Politique Internationale — Qui sont les principaux responsables du désastre afghan ? Qu’eût-il fallu faire au cours de ces deux dernières décennies pour ôter toute chance de retour des Taliban à Kaboul ?
Adam Baczko — Les premiers responsables sont les dirigeants américains, en particulier George W. Bush, son administration et son représentant à Kaboul, Zalmay Khalilzad (qu’on surnommait le vice-roi). En quelques années seulement, ils ont transformé une victoire politique et militaire en défaite. On répète beaucoup aujourd’hui que la guerre n’était pas gagnable, que l’Afghanistan serait le cimetière des empires. Peu de gens se souviennent que mollah Omar avait présenté plusieurs offres de reddition entre 2002 et 2004, avec des demandes croissantes à mesure que le mouvement reconstituait ses troupes. En 2002, l’unique exigence des Taliban était une amnistie, c’est-à-dire qu’ils voulaient pouvoir déposer les armes sans être menacés par les forces spéciales américaines et leurs supplétifs afghans. Si les États-Unis avaient accepté cette proposition, les Taliban auraient disparu en tant que mouvement politique.
Par ailleurs, la reconstruction de l’État afghan a été un désastre dès le début. Les États-Unis ont fait le choix de miser sur les seigneurs de guerre des années 1990. Ils ont ainsi mis en place un régime de potentats qui ont profité de leurs positions pour détourner l’aide occidentale, accaparer les terres et se livrer au trafic de drogue.

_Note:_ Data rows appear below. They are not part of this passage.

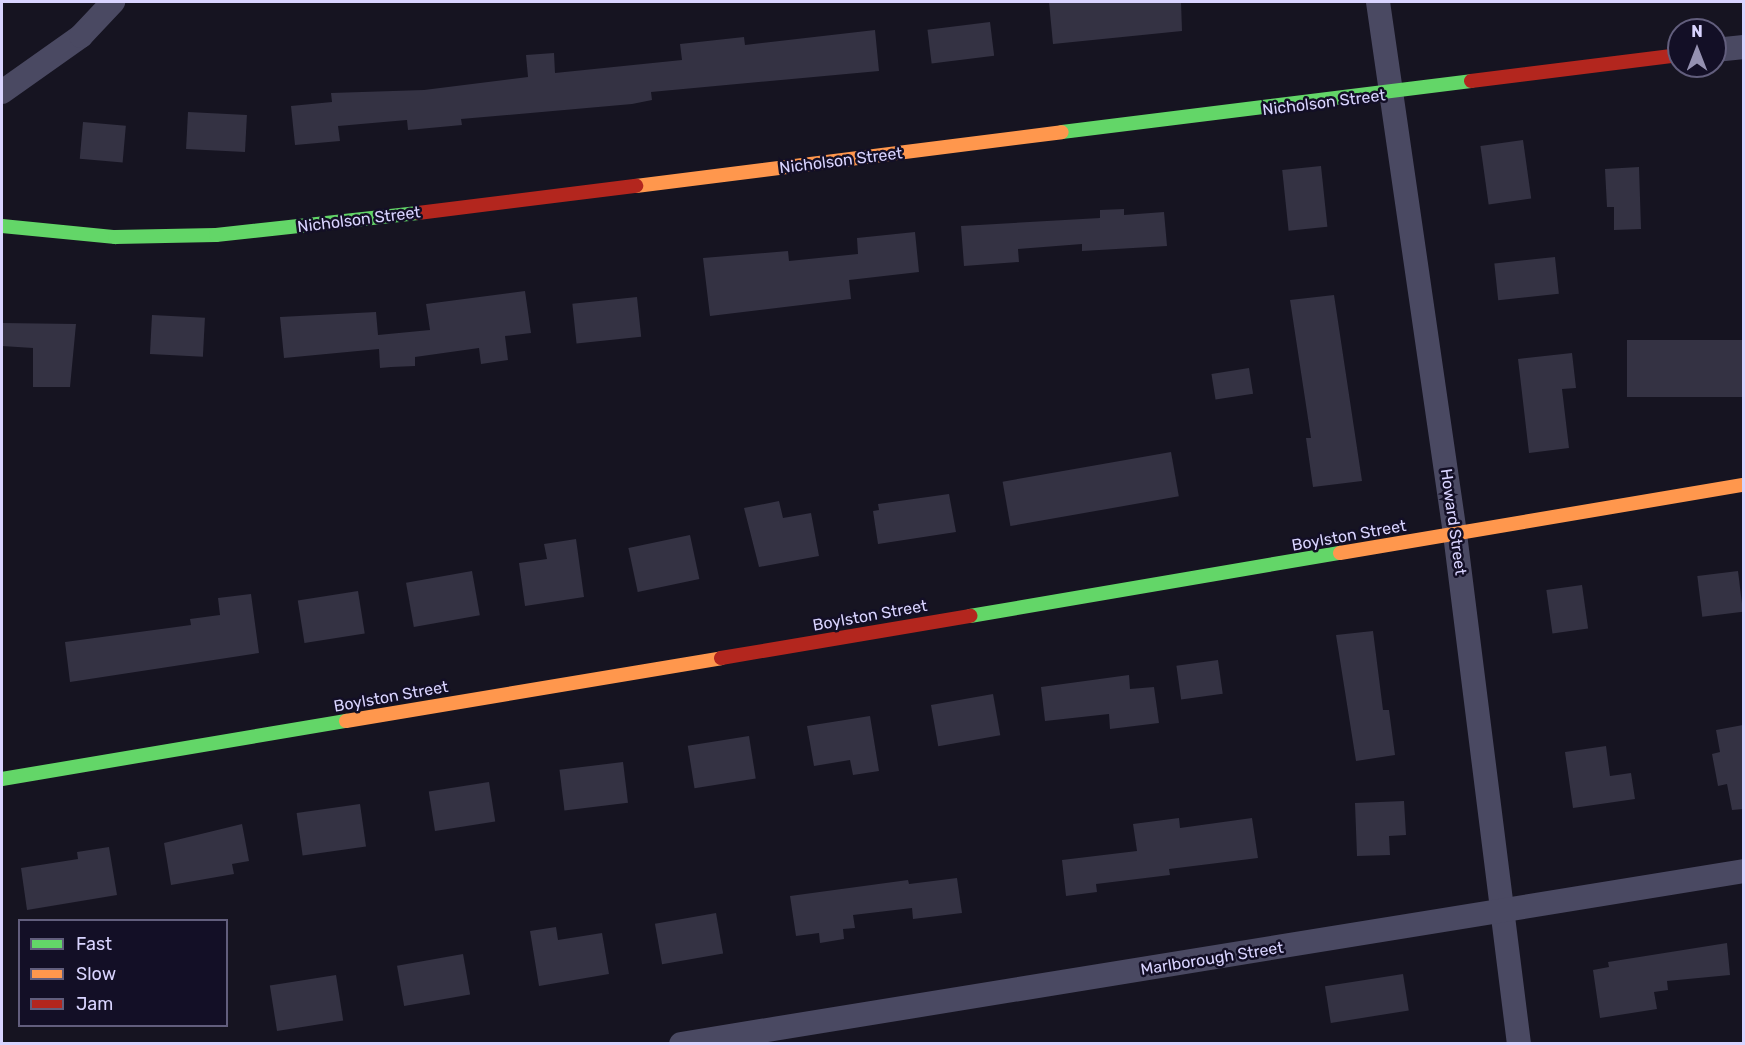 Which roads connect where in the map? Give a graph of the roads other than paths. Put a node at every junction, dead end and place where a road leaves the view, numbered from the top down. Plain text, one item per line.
1 (113, 2) edge
2 (1378, 2) edge
3 (1743, 47) edge
4 (1727, 49) edge
5 (1667, 57) edge
6 (2, 92) edge
7 (1390, 95) junction
8 (2, 226) edge
9 (1743, 485) edge
10 (1455, 534) junction
11 (2, 779) edge
12 (1743, 871) edge
13 (1503, 913) junction
14 (681, 1044) edge
15 (1519, 1044) edge

1 - 6 street
2 - 7 street, Howard Street
3 - 4 street
5 - 7 street, Nicholson Street
7 - 8 street, Nicholson Street
7 - 10 street, Howard Street
9 - 10 street, Boylston Street
10 - 11 street, Boylston Street
10 - 13 street, Howard Street
12 - 13 street, Marlborough Street
13 - 14 street, Marlborough Street
13 - 15 street, Howard Street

Plus que les Taliban, c’étaient eux les principaux bénéficiaires du commerce de l’héroïne, car ils avaient la main sur les laboratoires de transformation et le transport. Dans leur traque des militants d’Al Qaïda et des Taliban, les militaires américains s’appuyaient sur ces chefs de guerre en leur offrant l’impunité, ce qui s’est traduit par de nombreuses exactions contre la population. Alors même que la promotion de la démocratie était présentée comme l’une des justifications de l’intervention, la demande d’élection des Afghans a été largement ignorée. Les pays occidentaux et les Nations unies ont même couvert les fraudes lors des scrutins parlementaires et présidentiels successifs à partir de 2005. Par la suite, les États-Unis ont multiplié les erreurs de jugement, en particulier lors du « surge » de Barack Obama en 2009 : on a augmenté le volume des troupes en les concentrant dans le Sud du pays, alors que les priorités étaient de limiter la pénétration des Taliban dans le Nord et de sécuriser les villes, qui étaient la véritable base populaire du gouvernement en place. Après avoir construit un régime corrompu, les militaires américains ont tenté de le contourner, inventant des instances coutumières de toutes pièces, et achevé ainsi de miner l’État afghan.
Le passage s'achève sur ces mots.